▸ Problem to work on:
This exercise asks for every line of the material that contains the word "Right".

▸ Data for this task:
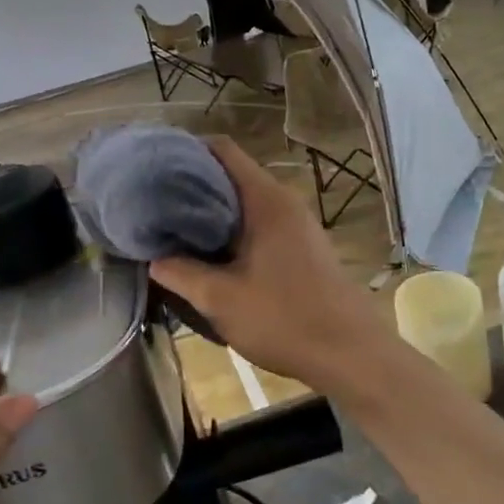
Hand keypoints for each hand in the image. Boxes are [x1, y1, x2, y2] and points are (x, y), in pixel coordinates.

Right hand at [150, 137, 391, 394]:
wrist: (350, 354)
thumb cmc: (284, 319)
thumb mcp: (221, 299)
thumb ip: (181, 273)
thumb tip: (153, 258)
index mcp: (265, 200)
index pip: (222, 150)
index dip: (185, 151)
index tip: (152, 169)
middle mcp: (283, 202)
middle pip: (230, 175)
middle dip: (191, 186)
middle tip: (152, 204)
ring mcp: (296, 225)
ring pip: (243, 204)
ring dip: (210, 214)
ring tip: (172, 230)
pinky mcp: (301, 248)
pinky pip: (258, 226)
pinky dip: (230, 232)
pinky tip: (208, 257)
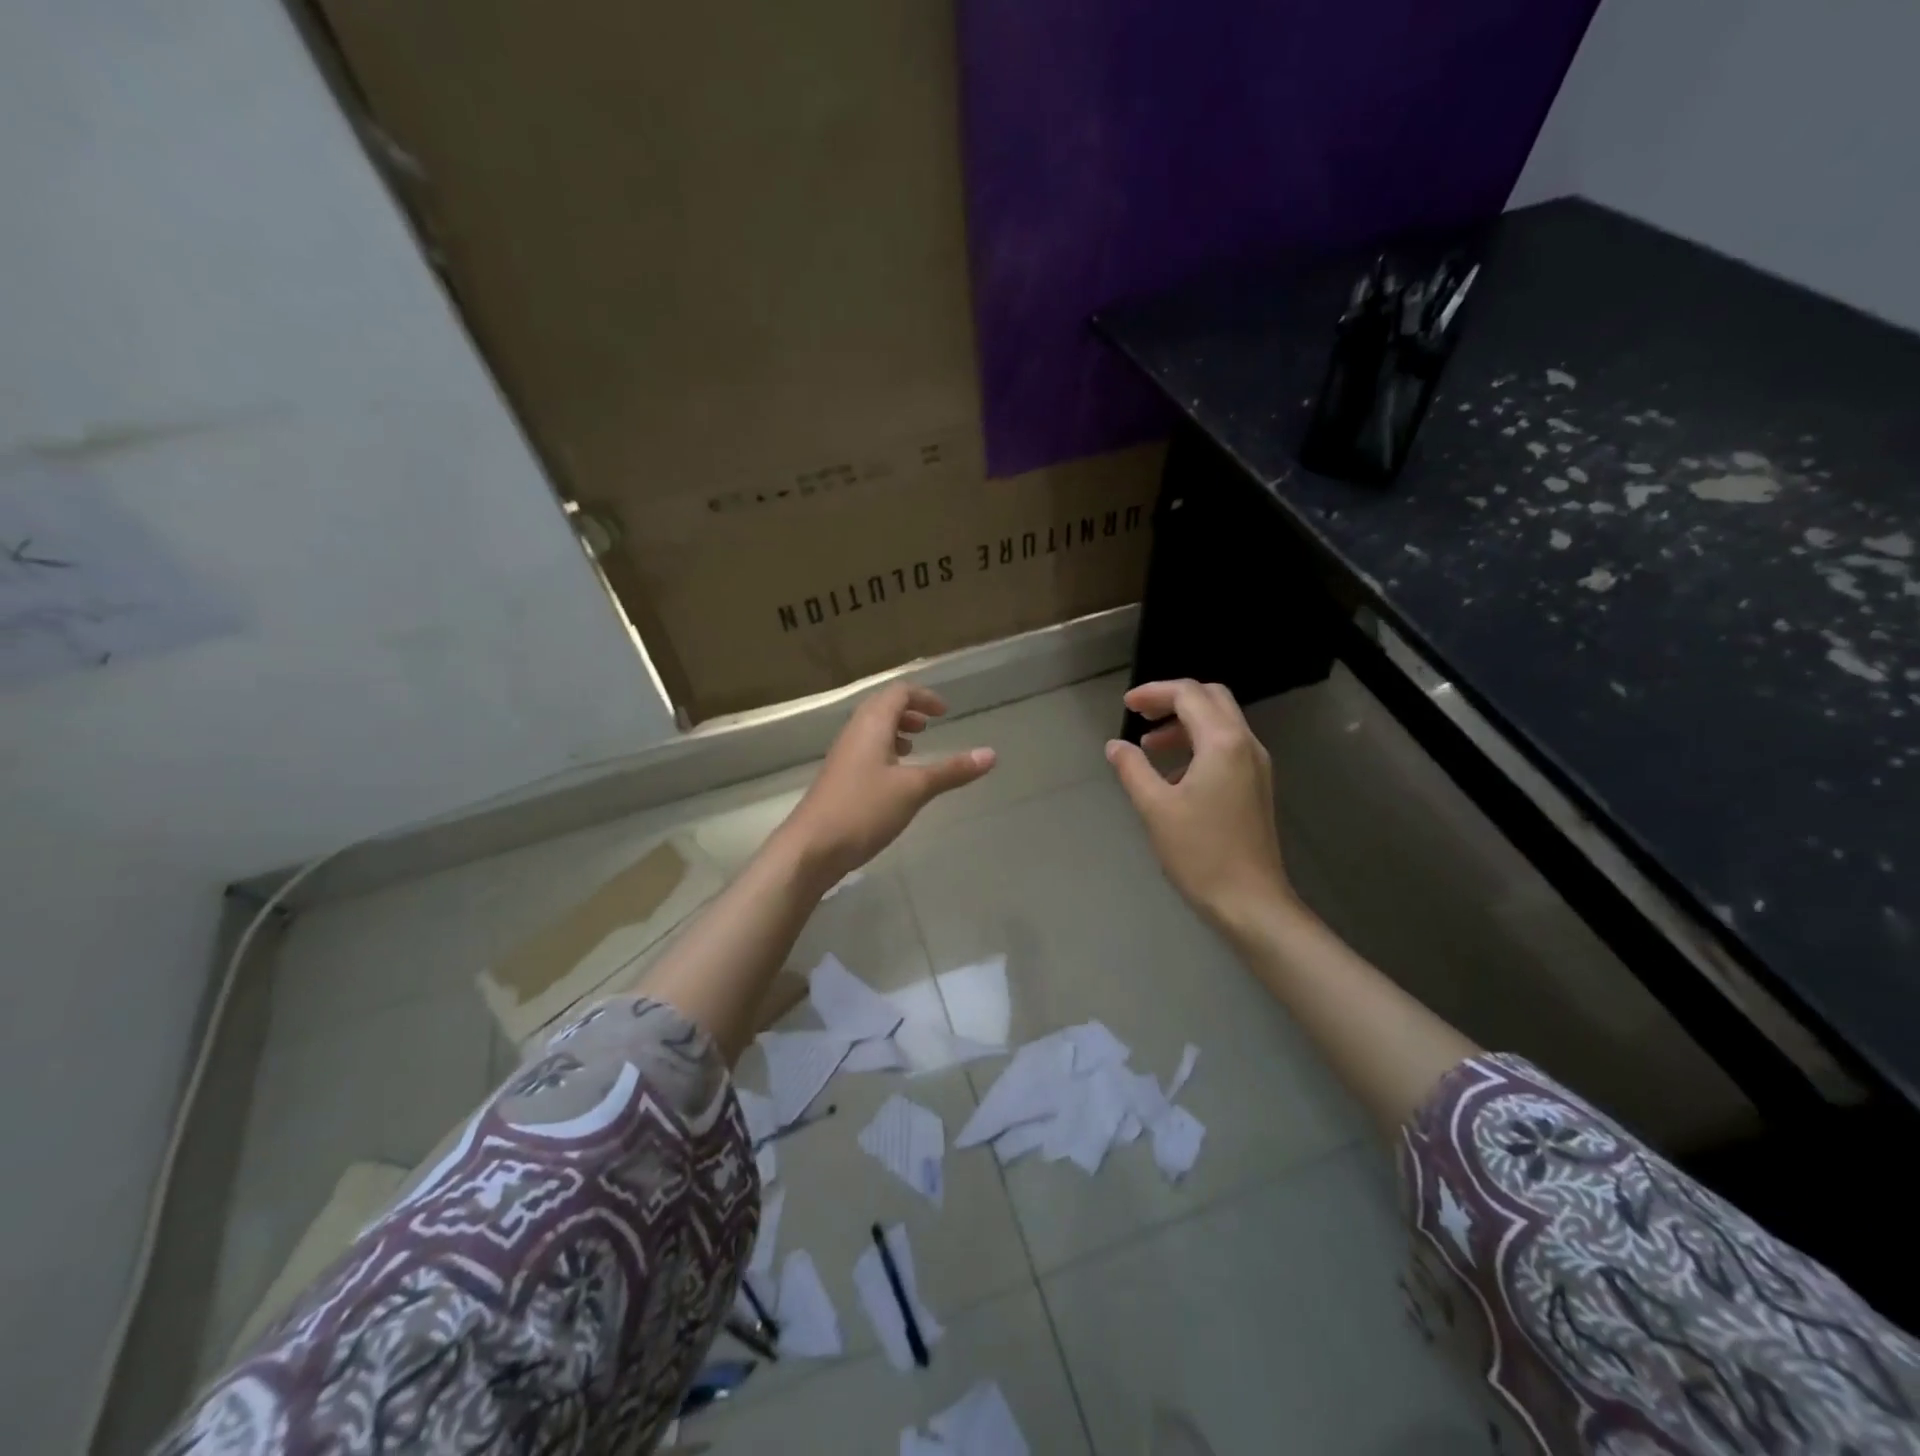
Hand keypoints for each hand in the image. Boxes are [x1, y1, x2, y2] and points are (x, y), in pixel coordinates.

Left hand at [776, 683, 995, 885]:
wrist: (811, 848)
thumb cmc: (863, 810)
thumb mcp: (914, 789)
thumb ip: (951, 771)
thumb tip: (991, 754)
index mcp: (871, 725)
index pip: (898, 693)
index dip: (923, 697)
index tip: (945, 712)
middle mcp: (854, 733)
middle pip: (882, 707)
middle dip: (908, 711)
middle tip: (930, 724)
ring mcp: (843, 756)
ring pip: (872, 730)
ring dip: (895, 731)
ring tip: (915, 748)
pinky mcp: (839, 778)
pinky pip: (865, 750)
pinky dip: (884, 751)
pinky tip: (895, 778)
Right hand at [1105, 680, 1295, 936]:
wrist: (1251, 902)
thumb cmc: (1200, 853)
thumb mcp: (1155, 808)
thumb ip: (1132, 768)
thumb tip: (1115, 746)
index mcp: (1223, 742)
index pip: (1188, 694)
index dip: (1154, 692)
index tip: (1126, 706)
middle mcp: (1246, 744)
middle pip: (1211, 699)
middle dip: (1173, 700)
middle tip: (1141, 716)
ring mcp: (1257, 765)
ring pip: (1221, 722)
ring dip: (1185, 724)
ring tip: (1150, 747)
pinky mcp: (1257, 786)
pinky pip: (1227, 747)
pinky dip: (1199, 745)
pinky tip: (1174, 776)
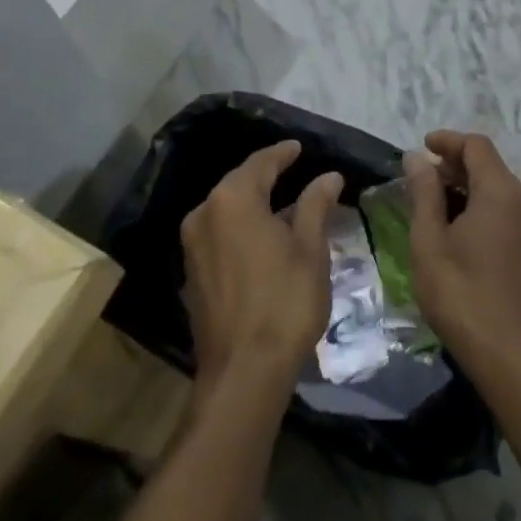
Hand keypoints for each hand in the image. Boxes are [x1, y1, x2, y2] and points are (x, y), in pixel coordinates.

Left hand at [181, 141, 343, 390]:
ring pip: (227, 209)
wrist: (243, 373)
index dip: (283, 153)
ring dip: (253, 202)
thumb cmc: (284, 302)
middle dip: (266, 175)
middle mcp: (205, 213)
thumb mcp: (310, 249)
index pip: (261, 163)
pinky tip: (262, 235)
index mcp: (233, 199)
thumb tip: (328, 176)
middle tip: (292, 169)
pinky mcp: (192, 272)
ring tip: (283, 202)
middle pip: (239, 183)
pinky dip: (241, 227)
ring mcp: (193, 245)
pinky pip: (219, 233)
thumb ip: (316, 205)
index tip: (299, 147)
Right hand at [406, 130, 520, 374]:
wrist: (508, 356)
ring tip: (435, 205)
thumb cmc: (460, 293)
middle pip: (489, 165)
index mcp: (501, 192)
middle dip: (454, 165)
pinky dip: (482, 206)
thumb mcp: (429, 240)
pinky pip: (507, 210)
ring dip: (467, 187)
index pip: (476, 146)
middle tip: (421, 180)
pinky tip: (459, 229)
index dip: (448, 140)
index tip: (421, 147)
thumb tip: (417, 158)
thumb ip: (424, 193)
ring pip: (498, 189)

==

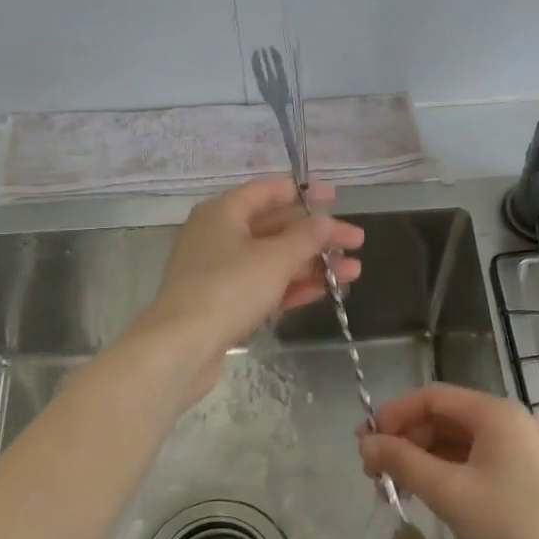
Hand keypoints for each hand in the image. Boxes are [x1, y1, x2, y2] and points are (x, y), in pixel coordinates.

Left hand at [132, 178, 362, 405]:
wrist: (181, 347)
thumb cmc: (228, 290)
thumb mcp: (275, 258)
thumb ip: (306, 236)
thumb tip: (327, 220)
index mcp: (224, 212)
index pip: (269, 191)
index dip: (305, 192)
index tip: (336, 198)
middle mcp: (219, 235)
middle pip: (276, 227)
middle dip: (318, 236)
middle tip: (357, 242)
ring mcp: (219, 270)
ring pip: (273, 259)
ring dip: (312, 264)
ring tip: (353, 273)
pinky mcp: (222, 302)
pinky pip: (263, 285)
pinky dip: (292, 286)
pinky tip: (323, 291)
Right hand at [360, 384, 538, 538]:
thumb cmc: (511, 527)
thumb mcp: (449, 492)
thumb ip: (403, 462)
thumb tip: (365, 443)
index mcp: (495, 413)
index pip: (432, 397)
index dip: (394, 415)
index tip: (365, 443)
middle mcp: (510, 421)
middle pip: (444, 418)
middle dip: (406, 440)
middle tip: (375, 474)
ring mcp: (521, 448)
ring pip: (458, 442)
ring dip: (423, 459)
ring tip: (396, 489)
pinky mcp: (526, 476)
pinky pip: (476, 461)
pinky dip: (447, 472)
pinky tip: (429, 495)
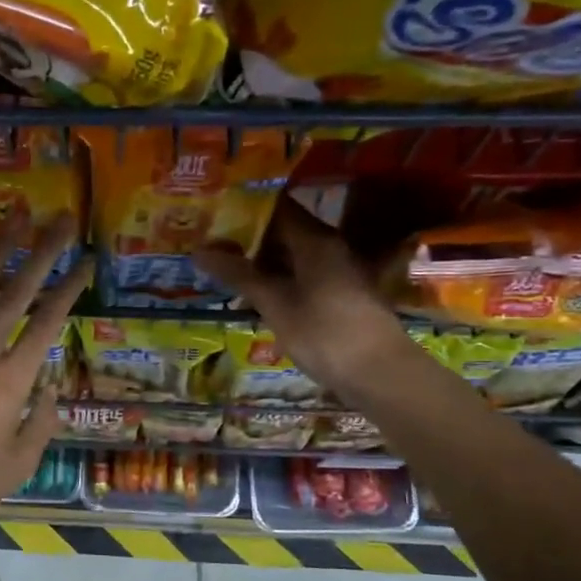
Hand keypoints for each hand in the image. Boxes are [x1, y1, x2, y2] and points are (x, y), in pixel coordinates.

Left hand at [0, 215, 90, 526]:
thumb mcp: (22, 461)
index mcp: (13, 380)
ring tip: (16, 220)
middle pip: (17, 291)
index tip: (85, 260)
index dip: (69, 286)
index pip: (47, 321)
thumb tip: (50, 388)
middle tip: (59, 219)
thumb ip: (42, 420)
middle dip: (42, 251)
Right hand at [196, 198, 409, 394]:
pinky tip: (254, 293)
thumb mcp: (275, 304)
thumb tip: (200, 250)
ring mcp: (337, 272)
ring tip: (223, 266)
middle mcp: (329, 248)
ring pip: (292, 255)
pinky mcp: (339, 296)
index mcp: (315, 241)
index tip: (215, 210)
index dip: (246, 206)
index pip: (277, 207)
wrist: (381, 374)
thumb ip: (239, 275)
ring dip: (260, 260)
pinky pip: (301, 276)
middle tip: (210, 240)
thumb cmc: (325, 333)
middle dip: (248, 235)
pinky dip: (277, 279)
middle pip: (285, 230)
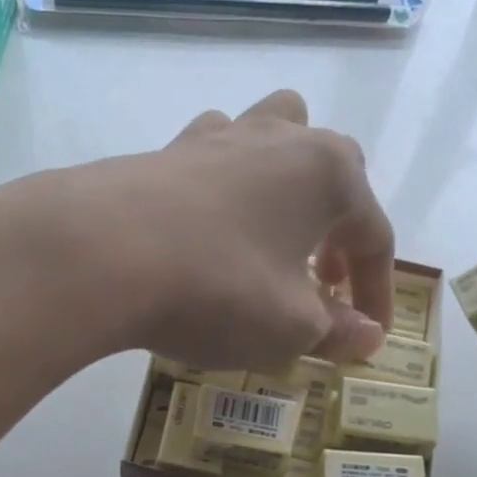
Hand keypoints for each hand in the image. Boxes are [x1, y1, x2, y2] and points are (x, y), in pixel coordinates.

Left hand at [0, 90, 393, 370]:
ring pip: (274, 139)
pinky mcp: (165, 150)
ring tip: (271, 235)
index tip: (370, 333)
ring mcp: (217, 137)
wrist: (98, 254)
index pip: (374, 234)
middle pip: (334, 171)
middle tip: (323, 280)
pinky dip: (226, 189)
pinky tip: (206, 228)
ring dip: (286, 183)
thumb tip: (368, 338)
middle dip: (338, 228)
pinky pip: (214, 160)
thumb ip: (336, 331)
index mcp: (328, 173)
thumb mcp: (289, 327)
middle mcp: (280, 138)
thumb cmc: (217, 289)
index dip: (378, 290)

--

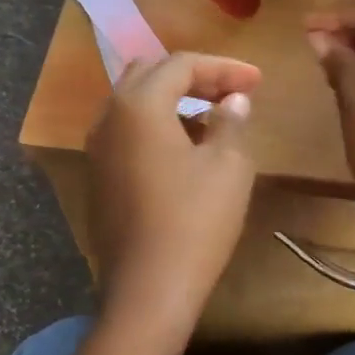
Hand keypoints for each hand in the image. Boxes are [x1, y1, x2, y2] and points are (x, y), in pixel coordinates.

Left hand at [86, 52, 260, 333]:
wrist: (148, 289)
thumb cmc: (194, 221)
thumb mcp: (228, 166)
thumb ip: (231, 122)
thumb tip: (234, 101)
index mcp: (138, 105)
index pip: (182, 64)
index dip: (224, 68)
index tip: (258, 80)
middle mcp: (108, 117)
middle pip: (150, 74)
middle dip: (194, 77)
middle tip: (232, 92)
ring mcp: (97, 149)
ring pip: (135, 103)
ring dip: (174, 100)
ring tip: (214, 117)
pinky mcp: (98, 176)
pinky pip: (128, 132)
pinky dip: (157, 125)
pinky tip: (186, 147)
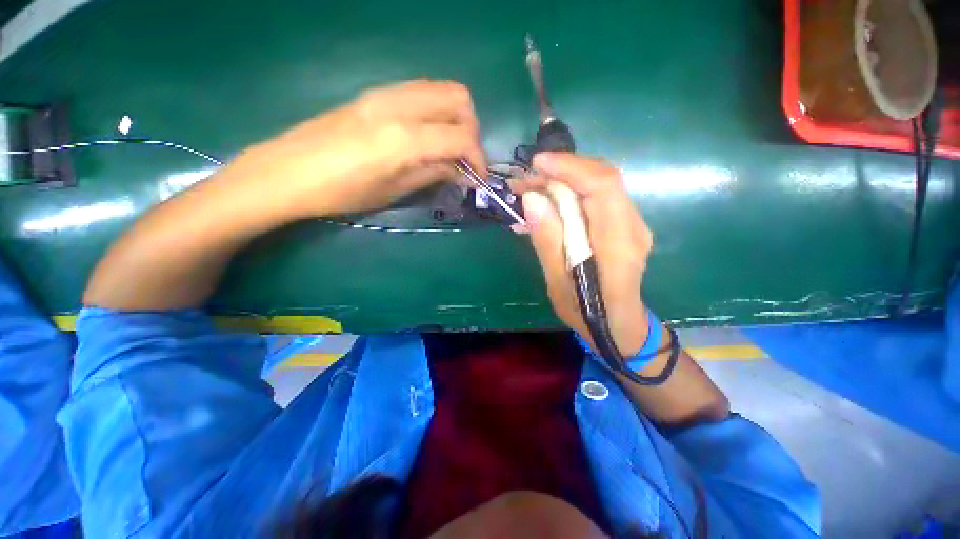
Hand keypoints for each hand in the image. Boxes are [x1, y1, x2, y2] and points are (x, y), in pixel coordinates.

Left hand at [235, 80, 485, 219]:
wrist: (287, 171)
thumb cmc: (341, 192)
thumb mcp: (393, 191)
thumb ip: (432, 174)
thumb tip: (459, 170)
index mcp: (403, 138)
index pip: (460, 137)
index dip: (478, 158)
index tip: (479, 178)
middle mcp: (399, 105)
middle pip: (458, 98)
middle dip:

▸ Reply to the exercise:
Right hand at [150, 137, 391, 394]:
Right hand at [1105, 680, 1295, 936]:
Right hand at [406, 130, 520, 374]:
Right hand at [360, 384, 538, 538]:
Right hand at [196, 198, 409, 394]:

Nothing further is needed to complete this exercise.